Problem: All records below are to be repeated precisely, with nothing added.

The data:
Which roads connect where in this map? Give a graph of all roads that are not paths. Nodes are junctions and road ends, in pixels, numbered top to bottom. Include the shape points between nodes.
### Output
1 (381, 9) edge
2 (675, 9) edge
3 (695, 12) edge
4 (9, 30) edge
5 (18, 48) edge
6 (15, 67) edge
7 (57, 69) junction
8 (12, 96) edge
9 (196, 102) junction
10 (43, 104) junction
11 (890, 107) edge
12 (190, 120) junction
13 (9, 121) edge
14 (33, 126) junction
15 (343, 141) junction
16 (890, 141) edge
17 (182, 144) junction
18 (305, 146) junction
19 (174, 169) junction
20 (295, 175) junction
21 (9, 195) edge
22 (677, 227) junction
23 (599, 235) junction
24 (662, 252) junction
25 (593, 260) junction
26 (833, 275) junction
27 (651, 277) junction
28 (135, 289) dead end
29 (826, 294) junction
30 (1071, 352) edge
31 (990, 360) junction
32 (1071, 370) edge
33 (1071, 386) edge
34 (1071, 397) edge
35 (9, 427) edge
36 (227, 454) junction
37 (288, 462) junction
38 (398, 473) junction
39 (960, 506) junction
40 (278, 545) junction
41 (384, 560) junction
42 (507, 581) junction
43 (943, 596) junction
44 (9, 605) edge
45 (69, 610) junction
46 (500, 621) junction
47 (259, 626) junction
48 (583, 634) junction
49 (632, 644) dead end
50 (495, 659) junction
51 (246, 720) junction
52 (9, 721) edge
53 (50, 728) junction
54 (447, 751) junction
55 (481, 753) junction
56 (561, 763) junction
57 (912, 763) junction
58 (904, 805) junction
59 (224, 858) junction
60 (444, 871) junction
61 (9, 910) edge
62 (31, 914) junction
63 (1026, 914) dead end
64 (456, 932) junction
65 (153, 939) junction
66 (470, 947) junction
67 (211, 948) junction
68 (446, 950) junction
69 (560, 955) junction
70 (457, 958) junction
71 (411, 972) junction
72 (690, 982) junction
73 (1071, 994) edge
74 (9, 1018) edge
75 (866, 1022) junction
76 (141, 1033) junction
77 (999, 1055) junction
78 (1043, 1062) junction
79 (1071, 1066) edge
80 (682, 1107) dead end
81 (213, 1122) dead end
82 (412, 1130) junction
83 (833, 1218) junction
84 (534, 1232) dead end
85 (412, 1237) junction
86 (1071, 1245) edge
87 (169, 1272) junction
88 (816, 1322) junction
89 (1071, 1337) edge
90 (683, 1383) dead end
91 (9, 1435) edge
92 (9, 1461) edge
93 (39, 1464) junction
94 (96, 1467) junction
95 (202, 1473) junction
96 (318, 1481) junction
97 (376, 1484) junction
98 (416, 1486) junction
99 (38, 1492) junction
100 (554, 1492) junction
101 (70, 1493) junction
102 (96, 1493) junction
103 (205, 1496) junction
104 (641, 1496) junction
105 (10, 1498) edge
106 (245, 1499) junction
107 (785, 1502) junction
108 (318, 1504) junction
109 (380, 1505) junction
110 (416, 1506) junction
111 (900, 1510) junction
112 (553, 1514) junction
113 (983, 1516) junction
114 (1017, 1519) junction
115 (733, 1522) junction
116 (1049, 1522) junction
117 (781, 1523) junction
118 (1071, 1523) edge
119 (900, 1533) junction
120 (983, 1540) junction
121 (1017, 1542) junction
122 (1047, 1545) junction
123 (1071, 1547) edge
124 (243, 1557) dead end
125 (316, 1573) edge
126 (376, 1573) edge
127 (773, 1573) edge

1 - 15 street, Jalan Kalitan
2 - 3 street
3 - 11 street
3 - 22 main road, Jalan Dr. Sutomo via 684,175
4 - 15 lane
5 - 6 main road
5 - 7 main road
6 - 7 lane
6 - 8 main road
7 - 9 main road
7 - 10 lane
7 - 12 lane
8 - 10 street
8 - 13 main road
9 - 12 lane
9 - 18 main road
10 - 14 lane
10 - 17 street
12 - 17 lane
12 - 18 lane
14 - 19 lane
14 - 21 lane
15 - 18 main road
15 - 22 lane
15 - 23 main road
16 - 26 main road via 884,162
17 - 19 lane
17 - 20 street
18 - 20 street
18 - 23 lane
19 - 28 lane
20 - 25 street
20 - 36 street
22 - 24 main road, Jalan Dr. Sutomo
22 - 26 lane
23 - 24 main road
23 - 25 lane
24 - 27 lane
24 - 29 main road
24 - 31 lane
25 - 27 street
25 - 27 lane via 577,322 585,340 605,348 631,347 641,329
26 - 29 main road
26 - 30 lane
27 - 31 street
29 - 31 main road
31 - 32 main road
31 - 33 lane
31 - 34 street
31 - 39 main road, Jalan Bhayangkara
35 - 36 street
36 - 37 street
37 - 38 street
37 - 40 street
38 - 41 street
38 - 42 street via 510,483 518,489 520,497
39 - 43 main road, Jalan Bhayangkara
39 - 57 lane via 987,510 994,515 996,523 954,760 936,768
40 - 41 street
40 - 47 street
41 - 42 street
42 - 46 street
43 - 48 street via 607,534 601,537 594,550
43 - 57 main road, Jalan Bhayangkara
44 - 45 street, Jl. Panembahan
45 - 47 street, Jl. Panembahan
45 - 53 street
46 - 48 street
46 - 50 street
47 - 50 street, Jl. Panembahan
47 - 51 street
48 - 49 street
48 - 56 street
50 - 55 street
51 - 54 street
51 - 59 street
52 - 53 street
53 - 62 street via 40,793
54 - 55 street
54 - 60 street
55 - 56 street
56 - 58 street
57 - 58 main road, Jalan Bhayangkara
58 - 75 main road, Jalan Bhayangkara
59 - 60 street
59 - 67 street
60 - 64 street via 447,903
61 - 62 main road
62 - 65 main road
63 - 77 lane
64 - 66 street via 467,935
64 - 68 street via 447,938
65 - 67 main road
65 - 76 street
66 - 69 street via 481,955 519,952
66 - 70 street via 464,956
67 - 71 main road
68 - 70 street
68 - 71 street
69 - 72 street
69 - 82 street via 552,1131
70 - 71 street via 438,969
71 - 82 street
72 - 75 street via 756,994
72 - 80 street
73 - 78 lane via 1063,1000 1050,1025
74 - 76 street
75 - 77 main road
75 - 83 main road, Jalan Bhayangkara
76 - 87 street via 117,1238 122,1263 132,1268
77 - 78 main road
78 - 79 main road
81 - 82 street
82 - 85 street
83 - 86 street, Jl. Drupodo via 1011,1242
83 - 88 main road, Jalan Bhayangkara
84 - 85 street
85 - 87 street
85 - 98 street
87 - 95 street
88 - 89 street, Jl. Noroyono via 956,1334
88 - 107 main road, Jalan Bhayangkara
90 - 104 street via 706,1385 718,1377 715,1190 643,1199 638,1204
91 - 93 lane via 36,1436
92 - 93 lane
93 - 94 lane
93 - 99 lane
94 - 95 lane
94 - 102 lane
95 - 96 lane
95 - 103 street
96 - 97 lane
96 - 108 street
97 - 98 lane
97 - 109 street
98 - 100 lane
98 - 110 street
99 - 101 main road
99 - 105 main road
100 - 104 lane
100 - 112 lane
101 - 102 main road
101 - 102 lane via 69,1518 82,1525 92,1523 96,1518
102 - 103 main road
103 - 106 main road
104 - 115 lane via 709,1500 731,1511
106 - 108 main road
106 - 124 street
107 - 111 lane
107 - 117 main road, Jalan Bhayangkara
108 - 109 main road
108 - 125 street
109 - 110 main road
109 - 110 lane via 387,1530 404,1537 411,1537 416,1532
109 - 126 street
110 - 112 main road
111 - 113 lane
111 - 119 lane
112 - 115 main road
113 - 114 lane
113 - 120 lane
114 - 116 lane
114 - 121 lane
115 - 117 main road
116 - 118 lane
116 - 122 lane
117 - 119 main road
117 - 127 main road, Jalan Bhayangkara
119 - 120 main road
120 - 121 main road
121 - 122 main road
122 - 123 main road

Output below:
Which roads connect where in this map? Give a graph of all roads that are not paths. Nodes are junctions and road ends, in pixels, numbered top to bottom. Include the shape points between nodes.
### Output
1 (381, 9) edge
2 (675, 9) edge
3 (695, 12) edge
4 (9, 30) edge
5 (18, 48) edge
6 (15, 67) edge
7 (57, 69) junction
8 (12, 96) edge
9 (196, 102) junction
10 (43, 104) junction
11 (890, 107) edge
12 (190, 120) junction
13 (9, 121) edge
14 (33, 126) junction
15 (343, 141) junction
16 (890, 141) edge
17 (182, 144) junction
18 (305, 146) junction
19 (174, 169) junction
20 (295, 175) junction
21 (9, 195) edge
22 (677, 227) junction
23 (599, 235) junction
24 (662, 252) junction
25 (593, 260) junction
26 (833, 275) junction
27 (651, 277) junction
28 (135, 289) dead end
29 (826, 294) junction
30 (1071, 352) edge
31 (990, 360) junction
32 (1071, 370) edge
33 (1071, 386) edge
34 (1071, 397) edge
35 (9, 427) edge
36 (227, 454) junction
37 (288, 462) junction
38 (398, 473) junction
39 (960, 506) junction
40 (278, 545) junction
41 (384, 560) junction
42 (507, 581) junction
43 (943, 596) junction
44 (9, 605) edge
45 (69, 610) junction
46 (500, 621) junction
47 (259, 626) junction
48 (583, 634) junction
49 (632, 644) dead end
50 (495, 659) junction
51 (246, 720) junction
52 (9, 721) edge
53 (50, 728) junction
54 (447, 751) junction
55 (481, 753) junction
56 (561, 763) junction
57 (912, 763) junction
58 (904, 805) junction
59 (224, 858) junction
60 (444, 871) junction
61 (9, 910) edge
62 (31, 914) junction
63 (1026, 914) dead end
64 (456, 932) junction
65 (153, 939) junction
66 (470, 947) junction
67 (211, 948) junction
68 (446, 950) junction
69 (560, 955) junction
70 (457, 958) junction
71 (411, 972) junction
72 (690, 982) junction
73 (1071, 994) edge
74 (9, 1018) edge
75 (866, 1022) junction
76 (141, 1033) junction
77 (999, 1055) junction
78 (1043, 1062) junction
79 (1071, 1066) edge
80 (682, 1107) dead end
81 (213, 1122) dead end
82 (412, 1130) junction
83 (833, 1218) junction
84 (534, 1232) dead end
85 (412, 1237) junction
86 (1071, 1245) edge
87 (169, 1272) junction
88 (816, 1322) junction
89 (1071, 1337) edge
90 (683, 1383) dead end
91 (9, 1435) edge
92 (9, 1461) edge
93 (39, 1464) junction
94 (96, 1467) junction
95 (202, 1473) junction
96 (318, 1481) junction
97 (376, 1484) junction
98 (416, 1486) junction
99 (38, 1492) junction
100 (554, 1492) junction
101 (70, 1493) junction
102 (96, 1493) junction
103 (205, 1496) junction
104 (641, 1496) junction
105 (10, 1498) edge
106 (245, 1499) junction
107 (785, 1502) junction
108 (318, 1504) junction
109 (380, 1505) junction
110 (416, 1506) junction
111 (900, 1510) junction
112 (553, 1514) junction
113 (983, 1516) junction
114 (1017, 1519) junction
115 (733, 1522) junction
116 (1049, 1522) junction
117 (781, 1523) junction
118 (1071, 1523) edge
119 (900, 1533) junction
120 (983, 1540) junction
121 (1017, 1542) junction
122 (1047, 1545) junction
123 (1071, 1547) edge
124 (243, 1557) dead end
125 (316, 1573) edge
126 (376, 1573) edge
127 (773, 1573) edge

1 - 15 street, Jalan Kalitan
2 - 3 street
3 - 11 street
3 - 22 main road, Jalan Dr. Sutomo via 684,175
4 - 15 lane
5 - 6 main road
5 - 7 main road
6 - 7 lane
6 - 8 main road
7 - 9 main road
7 - 10 lane
7 - 12 lane
8 - 10 street
8 - 13 main road
9 - 12 lane
9 - 18 main road
10 - 14 lane
10 - 17 street
12 - 17 lane
12 - 18 lane
14 - 19 lane
14 - 21 lane
15 - 18 main road
15 - 22 lane
15 - 23 main road
16 - 26 main road via 884,162
17 - 19 lane
17 - 20 street
18 - 20 street
18 - 23 lane
19 - 28 lane
20 - 25 street
20 - 36 street
22 - 24 main road, Jalan Dr. Sutomo
22 - 26 lane
23 - 24 main road
23 - 25 lane
24 - 27 lane
24 - 29 main road
24 - 31 lane
25 - 27 street
25 - 27 lane via 577,322 585,340 605,348 631,347 641,329
26 - 29 main road
26 - 30 lane
27 - 31 street
29 - 31 main road
31 - 32 main road
31 - 33 lane
31 - 34 street
31 - 39 main road, Jalan Bhayangkara
35 - 36 street
36 - 37 street
37 - 38 street
37 - 40 street
38 - 41 street
38 - 42 street via 510,483 518,489 520,497
39 - 43 main road, Jalan Bhayangkara
39 - 57 lane via 987,510 994,515 996,523 954,760 936,768
40 - 41 street
40 - 47 street
41 - 42 street
42 - 46 street
43 - 48 street via 607,534 601,537 594,550
43 - 57 main road, Jalan Bhayangkara
44 - 45 street, Jl. Panembahan
45 - 47 street, Jl. Panembahan
45 - 53 street
46 - 48 street
46 - 50 street
47 - 50 street, Jl. Panembahan
47 - 51 street
48 - 49 street
48 - 56 street
50 - 55 street
51 - 54 street
51 - 59 street
52 - 53 street
53 - 62 street via 40,793
54 - 55 street
54 - 60 street
55 - 56 street
56 - 58 street
57 - 58 main road, Jalan Bhayangkara
58 - 75 main road, Jalan Bhayangkara
59 - 60 street
59 - 67 street
60 - 64 street via 447,903
61 - 62 main road
62 - 65 main road
63 - 77 lane
64 - 66 street via 467,935
64 - 68 street via 447,938
65 - 67 main road
65 - 76 street
66 - 69 street via 481,955 519,952
66 - 70 street via 464,956
67 - 71 main road
68 - 70 street
68 - 71 street
69 - 72 street
69 - 82 street via 552,1131
70 - 71 street via 438,969
71 - 82 street
72 - 75 street via 756,994
72 - 80 street
73 - 78 lane via 1063,1000 1050,1025
74 - 76 street
75 - 77 main road
75 - 83 main road, Jalan Bhayangkara
76 - 87 street via 117,1238 122,1263 132,1268
77 - 78 main road
78 - 79 main road
81 - 82 street
82 - 85 street
83 - 86 street, Jl. Drupodo via 1011,1242
83 - 88 main road, Jalan Bhayangkara
84 - 85 street
85 - 87 street
85 - 98 street
87 - 95 street
88 - 89 street, Jl. Noroyono via 956,1334
88 - 107 main road, Jalan Bhayangkara
90 - 104 street via 706,1385 718,1377 715,1190 643,1199 638,1204
91 - 93 lane via 36,1436
92 - 93 lane
93 - 94 lane
93 - 99 lane
94 - 95 lane
94 - 102 lane
95 - 96 lane
95 - 103 street
96 - 97 lane
96 - 108 street
97 - 98 lane
97 - 109 street
98 - 100 lane
98 - 110 street
99 - 101 main road
99 - 105 main road
100 - 104 lane
100 - 112 lane
101 - 102 main road
101 - 102 lane via 69,1518 82,1525 92,1523 96,1518
102 - 103 main road
103 - 106 main road
104 - 115 lane via 709,1500 731,1511
106 - 108 main road
106 - 124 street
107 - 111 lane
107 - 117 main road, Jalan Bhayangkara
108 - 109 main road
108 - 125 street
109 - 110 main road
109 - 110 lane via 387,1530 404,1537 411,1537 416,1532
109 - 126 street
110 - 112 main road
111 - 113 lane
111 - 119 lane
112 - 115 main road
113 - 114 lane
113 - 120 lane
114 - 116 lane
114 - 121 lane
115 - 117 main road
116 - 118 lane
116 - 122 lane
117 - 119 main road
117 - 127 main road, Jalan Bhayangkara
119 - 120 main road
120 - 121 main road
121 - 122 main road
122 - 123 main road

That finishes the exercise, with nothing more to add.